** Opening Data supplied block **
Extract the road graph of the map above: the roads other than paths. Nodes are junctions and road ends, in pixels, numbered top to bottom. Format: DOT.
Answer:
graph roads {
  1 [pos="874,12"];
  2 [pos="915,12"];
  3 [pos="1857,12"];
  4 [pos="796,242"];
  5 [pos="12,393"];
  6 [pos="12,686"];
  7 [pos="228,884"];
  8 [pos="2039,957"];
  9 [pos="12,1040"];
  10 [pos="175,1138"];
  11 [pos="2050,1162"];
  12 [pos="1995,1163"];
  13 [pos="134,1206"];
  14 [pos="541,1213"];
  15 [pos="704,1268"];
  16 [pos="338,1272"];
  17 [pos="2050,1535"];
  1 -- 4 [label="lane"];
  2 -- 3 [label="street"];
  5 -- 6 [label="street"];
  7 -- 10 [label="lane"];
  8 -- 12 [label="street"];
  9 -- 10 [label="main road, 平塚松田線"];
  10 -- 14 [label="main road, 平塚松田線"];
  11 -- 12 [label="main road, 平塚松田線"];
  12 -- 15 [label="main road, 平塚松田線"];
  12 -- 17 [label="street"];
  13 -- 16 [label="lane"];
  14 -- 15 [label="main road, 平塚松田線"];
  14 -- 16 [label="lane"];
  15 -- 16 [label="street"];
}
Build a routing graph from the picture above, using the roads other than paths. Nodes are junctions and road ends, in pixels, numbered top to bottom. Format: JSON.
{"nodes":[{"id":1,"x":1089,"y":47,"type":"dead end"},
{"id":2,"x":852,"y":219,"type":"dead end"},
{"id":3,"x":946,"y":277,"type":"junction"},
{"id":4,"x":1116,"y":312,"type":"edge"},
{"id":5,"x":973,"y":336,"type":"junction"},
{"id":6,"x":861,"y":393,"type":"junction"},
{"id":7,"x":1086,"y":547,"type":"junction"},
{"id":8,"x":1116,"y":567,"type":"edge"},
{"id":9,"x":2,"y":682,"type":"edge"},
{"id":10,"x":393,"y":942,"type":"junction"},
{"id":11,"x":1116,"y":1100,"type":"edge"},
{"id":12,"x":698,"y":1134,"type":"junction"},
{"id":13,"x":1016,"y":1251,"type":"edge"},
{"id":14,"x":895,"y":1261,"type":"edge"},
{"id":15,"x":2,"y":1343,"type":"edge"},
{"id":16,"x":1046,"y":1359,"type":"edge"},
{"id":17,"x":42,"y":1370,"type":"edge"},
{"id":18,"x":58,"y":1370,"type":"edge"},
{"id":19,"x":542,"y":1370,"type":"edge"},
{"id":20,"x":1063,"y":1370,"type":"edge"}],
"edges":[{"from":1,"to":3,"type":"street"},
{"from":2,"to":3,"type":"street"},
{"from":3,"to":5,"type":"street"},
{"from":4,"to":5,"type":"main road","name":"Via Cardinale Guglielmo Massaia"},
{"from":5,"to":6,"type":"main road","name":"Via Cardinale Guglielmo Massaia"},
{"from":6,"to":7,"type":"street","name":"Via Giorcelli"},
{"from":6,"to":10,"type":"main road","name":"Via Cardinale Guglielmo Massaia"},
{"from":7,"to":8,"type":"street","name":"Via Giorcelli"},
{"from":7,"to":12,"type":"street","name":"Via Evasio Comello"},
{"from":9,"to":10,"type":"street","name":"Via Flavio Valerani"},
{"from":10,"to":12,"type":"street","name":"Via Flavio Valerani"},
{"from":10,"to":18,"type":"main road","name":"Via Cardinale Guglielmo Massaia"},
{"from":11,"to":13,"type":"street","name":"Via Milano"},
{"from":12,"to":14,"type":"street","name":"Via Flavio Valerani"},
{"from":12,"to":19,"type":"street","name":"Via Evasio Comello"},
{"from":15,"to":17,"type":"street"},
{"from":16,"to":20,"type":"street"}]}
** Closing Data supplied block **
> _Your instructions_: Could you reproduce all the records exactly?

> _Task solution_:
Extract the road graph of the map above: the roads other than paths. Nodes are junctions and road ends, in pixels, numbered top to bottom. Format: DOT.
Answer:
graph roads {
  1 [pos="874,12"];
  2 [pos="915,12"];
  3 [pos="1857,12"];
  4 [pos="796,242"];
  5 [pos="12,393"];
  6 [pos="12,686"];
  7 [pos="228,884"];
  8 [pos="2039,957"];
  9 [pos="12,1040"];
  10 [pos="175,1138"];
  11 [pos="2050,1162"];
  12 [pos="1995,1163"];
  13 [pos="134,1206"];
  14 [pos="541,1213"];
  15 [pos="704,1268"];
  16 [pos="338,1272"];
  17 [pos="2050,1535"];
  1 -- 4 [label="lane"];
  2 -- 3 [label="street"];
  5 -- 6 [label="street"];
  7 -- 10 [label="lane"];
  8 -- 12 [label="street"];
  9 -- 10 [label="main road, 平塚松田線"];
  10 -- 14 [label="main road, 平塚松田線"];
  11 -- 12 [label="main road, 平塚松田線"];
  12 -- 15 [label="main road, 平塚松田線"];
  12 -- 17 [label="street"];
  13 -- 16 [label="lane"];
  14 -- 15 [label="main road, 平塚松田線"];
  14 -- 16 [label="lane"];
  15 -- 16 [label="street"];
}
Build a routing graph from the picture above, using the roads other than paths. Nodes are junctions and road ends, in pixels, numbered top to bottom. Format: JSON.
{"nodes":[{"id":1,"x":1089,"y":47,"type":"dead end"},
{"id":2,"x":852,"y":219,"type":"dead end"},
{"id":3,"x":946,"y":277,"type":"junction"},
{"id":4,"x":1116,"y":312,"type":"edge"},
{"id":5,"x":973,"y":336,"type":"junction"},
{"id":6,"x":861,"y":393,"type":"junction"},
{"id":7,"x":1086,"y":547,"type":"junction"},
{"id":8,"x":1116,"y":567,"type":"edge"},
{"id":9,"x":2,"y":682,"type":"edge"},
{"id":10,"x":393,"y":942,"type":"junction"},
{"id":11,"x":1116,"y":1100,"type":"edge"},
{"id":12,"x":698,"y":1134,"type":"junction"},
{"id":13,"x":1016,"y":1251,"type":"edge"},
{"id":14,"x":895,"y":1261,"type":"edge"},
{"id":15,"x":2,"y":1343,"type":"edge"},
{"id":16,"x":1046,"y":1359,"type":"edge"},
{"id":17,"x":42,"y":1370,"type":"edge"},
{"id":18,"x":58,"y":1370,"type":"edge"},
{"id":19,"x":542,"y":1370,"type":"edge"},
{"id":20,"x":1063,"y":1370,"type":"edge"}],
"edges":[{"from":1,"to":3,"type":"street"},
{"from":2,"to":3,"type":"street"},
{"from":3,"to":5,"type":"street"},
{"from":4,"to":5,"type":"main road","name":"Via Cardinale Guglielmo Massaia"},
{"from":5,"to":6,"type":"main road","name":"Via Cardinale Guglielmo Massaia"},
{"from":6,"to":7,"type":"street","name":"Via Giorcelli"},
{"from":6,"to":10,"type":"main road","name":"Via Cardinale Guglielmo Massaia"},
{"from":7,"to":8,"type":"street","name":"Via Giorcelli"},
{"from":7,"to":12,"type":"street","name":"Via Evasio Comello"},
{"from":9,"to":10,"type":"street","name":"Via Flavio Valerani"},
{"from":10,"to":12,"type":"street","name":"Via Flavio Valerani"},
{"from":10,"to":18,"type":"main road","name":"Via Cardinale Guglielmo Massaia"},
{"from":11,"to":13,"type":"street","name":"Via Milano"},
{"from":12,"to":14,"type":"street","name":"Via Flavio Valerani"},
{"from":12,"to":19,"type":"street","name":"Via Evasio Comello"},
{"from":15,"to":17,"type":"street"},
{"from":16,"to":20,"type":"street"}]}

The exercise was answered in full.